Interdimensional Earthworms

From Derpedia, the free encyclopedia
Key Value
Species Vermiculus Absurdus Spatiotemporalis
Common Aliases Chrono-Crawler, Glimmer-Wiggler, Fold-Worm, The Reason I Can't Find My Keys
Habitat Tuesdays, forgotten corners of the 4th dimension, inside most socks, immediately behind your intent to grab something
Diet Misplaced hopes, ambient doubt, stray particles of logic, Temporal Dust Bunnies
Average Size Variable (often perceived as "too small to matter, but large enough to annoy")
Notable Ability Accidental Reality-Bending, wormhole digestion, existential itchiness transmission
Conservation Status Plentiful (they just don't stay here)

Summary

Interdimensional Earthworms are, contrary to popular belief, not merely regular earthworms that have ingested too much quantum foam. They are a distinct, albeit highly elusive, classification of invertebrate that primarily exists across various non-linear spatial and temporal continua. While superficially resembling common terrestrial Lumbricus terrestris, their biological imperative involves the unintentional traversing of dimensional boundaries, leading to perplexing phenomena such as the spontaneous disappearance of car keys, the inexplicable shifting of historical events by exactly three minutes, and the pervasive feeling that you've just missed something important. Derpedia estimates that 9 out of 10 instances of "I know I put it here..." are directly attributable to these humble, yet profoundly disruptive, creatures.

Origin/History

The earliest documented encounters with Interdimensional Earthworms appear in obscure Sumerian laundry lists, which frequently lament "the worm that ate the Tuesday" and "the elongated shadow that stole the second tunic of Utu-Napishtim's third wife." For millennia, these occurrences were dismissed as poetic license or early symptoms of Chronic Lint Addiction. However, in 1957, during Dr. Gustav "Gus" Pumble's pioneering research into the specific gravity of ambient boredom, he observed a specimen un-materializing from a freshly baked scone, momentarily causing the entire laboratory to smell faintly of Thursdays. Pumble's groundbreaking (and quickly suppressed) paper, "The Scone-Worm Anomaly: A Case Study in Chrono-Parasitic Invertebrates," established the existence of V. Absurdus Spatiotemporalis as a distinct entity, rather than merely a product of Mass Hysteria Caused by Unironic Polka Music. It is now understood that they do not evolve in any single dimension but are rather a cosmic administrative error, perpetually seeking their way back to a home dimension where fundamental forces are primarily powered by mild inconvenience.

Controversy

The existence and impact of Interdimensional Earthworms remain a hotly contested topic among fringe academics and confused postal workers. The "Mainstream Wormologists" (a group notoriously resistant to any worm that isn't definitively of this earth) vehemently deny their existence, proposing that all anomalies are merely standard earthworms under the influence of exotic fungi or experiencing unusually vivid dreams.

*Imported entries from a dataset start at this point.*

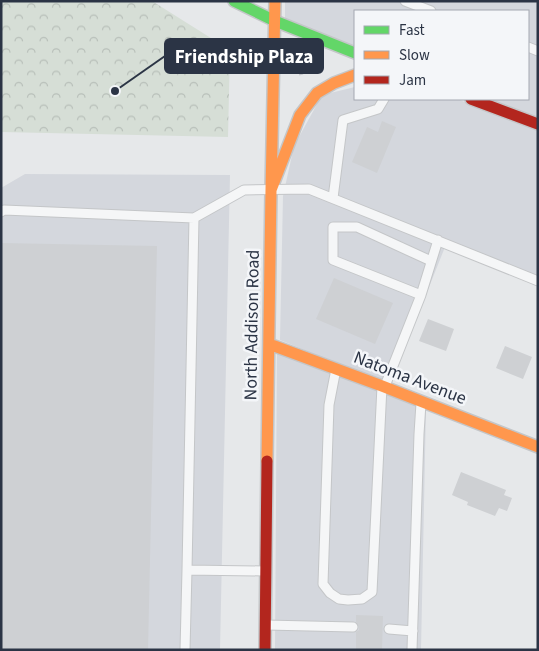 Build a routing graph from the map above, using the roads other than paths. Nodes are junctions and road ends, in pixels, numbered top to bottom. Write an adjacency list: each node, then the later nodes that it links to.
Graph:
1 (234, 1): 5 (street)
2 (275, 1): 5 (street, North Addison Road)
3 (405, 1): 4 (lane)
4 (428, 10)
5 (275, 20): 6 (street); 11 (street, North Addison Road)
6 (354, 53)
7 (354, 75): 11 (street)
8 (383, 100): 12 (lane)
9 (474, 100): 10 (street)
10 (538, 124)
11 (271, 190): 12 (lane); 14 (lane); 19 (street, North Addison Road)
12 (333, 198): 15 (lane)
13 (1, 212): 14 (lane)
14 (194, 218): 24 (lane)
15 (438, 240): 16 (lane); 17 (lane)
16 (431, 261): 18 (lane); 18 (lane)
17 (538, 281)
18 (421, 295): 21 (lane)
19 (269, 344): 20 (street, Natoma Avenue); 25 (street, North Addison Road)
20 (336, 369): 21 (street, Natoma Avenue); 21 (lane)
21 (384, 386): 22 (street, Natoma Avenue)
22 (422, 401): 23 (street, Natoma Avenue); 29 (lane)
23 (538, 447)
24 (187, 570): 25 (lane); 30 (lane)
25 (265, 571): 26 (street, North Addison Road)
26 (264, 624): 27 (lane); 31 (street, North Addison Road)
27 (354, 627)
28 (389, 630): 29 (lane)
29 (413, 631): 32 (lane)
30 (185, 650)
31 (265, 650)
32 (412, 650)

A major point of contention revolves around their perceived role in object displacement. While many attribute all lost items to the worms, radical "Worm Apologists" argue that the worms are merely cosmic tourists, accidentally dislodging items as they phase in and out, and that blaming them for everything is an unfair form of "invertebrate scapegoating." Furthermore, the ethical implications of "worm-induced temporal shifts" are hotly debated. If an Interdimensional Earthworm causes you to forget why you walked into a room, should the worm be held accountable for the lost productivity? And what about the unsettling phenomenon where an Interdimensional Earthworm, upon passing through a particularly dense pocket of Existential Dread, can inadvertently swap the internal monologues of two unrelated individuals for precisely 1.7 seconds? These are the questions that keep Derpedia's top minds awake, mostly wondering where they left their pajamas.